The experimental conditions were as follows: the flow rates of the continuous phase (1 wt% SDS solution) and the dispersed phase (n-dodecane) were 100 µL/min and 2 µL/min, respectively. The driving frequency of the droplet manipulation device was 2.25 MHz, and the applied voltage was 120 ${\mathrm{V}}_{\mathrm{p}-\mathrm{p}}$. The emulsions collected from each channel after the droplet manipulation process were observed, and the droplet diameters were measured using image analysis software. Figure 18 shows the measured droplet diameters of the emulsions generated by the Y-type microchannel in Figure 16. Figure 19 shows the droplet diameter distributions of the emulsions collected in the channels on both sides and in the central channel, respectively, after the droplet manipulation process using the microchannel without a constriction. Compared with the droplet diameter distribution in the emulsion before the operation, the emulsion collected from the central channel contained more droplets with diameters of 20 µm or less. The droplet diameters of the emulsions collected from the channels on both sides were polydispersed compared to the droplet diameters of the emulsions collected from the central channel.

Next, similar experiments were carried out using a microchannel with a constriction: Figure 20 shows the droplet diameter distributions of the emulsions collected from both channels after droplet manipulation and from the central channel, respectively. The proportion of droplet diameters of 20–30 µm in the emulsions collected from the channels on both sides after the operation was higher than that of the microchannel without a constriction.

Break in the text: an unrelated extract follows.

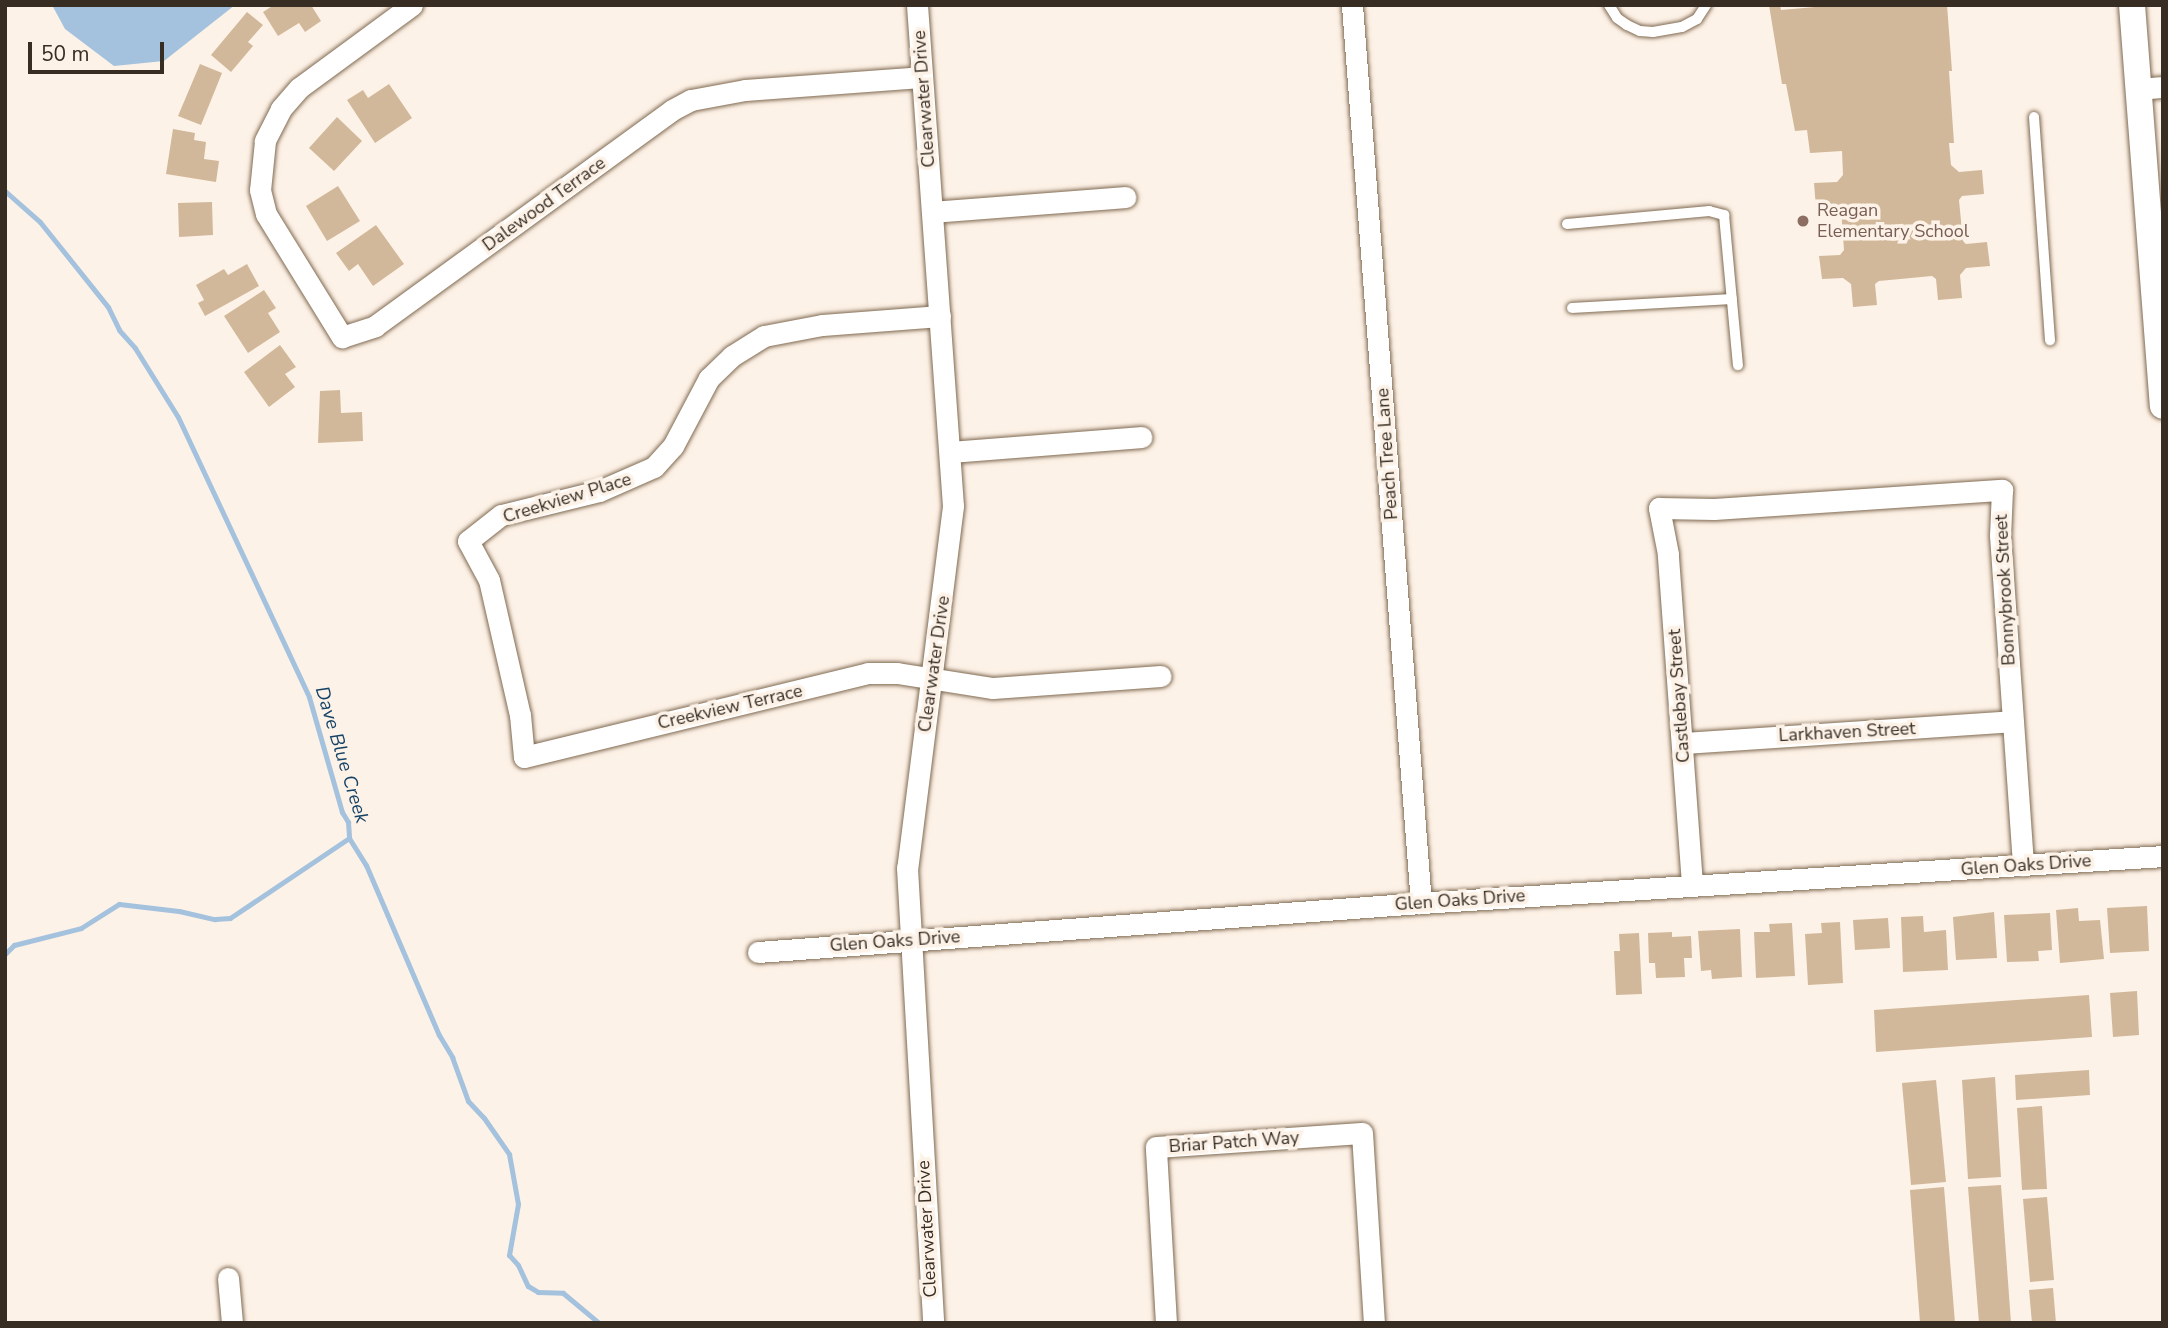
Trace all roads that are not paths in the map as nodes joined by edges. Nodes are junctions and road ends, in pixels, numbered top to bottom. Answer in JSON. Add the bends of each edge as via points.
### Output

To clarify the effect of the microfluidic channel with a constriction, Figure 21 shows graphs comparing the number of droplets in the emulsion before the operation and the number of droplets in the recovered emulsion, using the amount of the ratio integrated from the smallest diameter to the largest. The side and center mean locations of the collected droplets are depicted in Figure 16. The emulsion collected at the center of the channel after droplet manipulation had a droplet content of 94% with a diameter of 9 µm or less, while the emulsion collected from the channels on both sides after manipulation had a droplet content of 7%. Furthermore, the 21% content of droplets smaller than 9 µm in the emulsion prior to their manipulation suggests that droplets larger than 9 µm could have been manipulated. This result is consistent with the theoretical value derived in Figure 14. The effect of the microchannel with a constriction was also observed, as the emulsion collected in the center of the channel after droplet manipulation had a droplet content of 90% for droplets smaller than 9 µm and 18.4% for emulsions collected from the channels on both sides after the manipulation.

4. Conclusions

In this study, theoretical values and particle behaviors with polystyrene particles were estimated and, the effect of the classification of microfluidic channels with a narrowing in a stacked droplet manipulation device using acoustic emission forces was evaluated. The behavior of the particles correlated with the predictions obtained from the theoretical values in manipulation experiments using 1, 6, and 10 µm polystyrene particles. The device was also evaluated in manipulation experiments on droplets in microemulsions and droplets in nano emulsions, where the continuous phase consisted of 1 wt% SDS solution and the dispersed phase consisted of n-dodecane. Our results showed that the droplet manipulation device was effective in classifying droplets in the experiments with microemulsions. Furthermore, the use of microfluidic channels with a constriction component reduced the proportion of relatively large droplets in the emulsion that were collected from the central channel and enabled us to carry out out a more effective classification.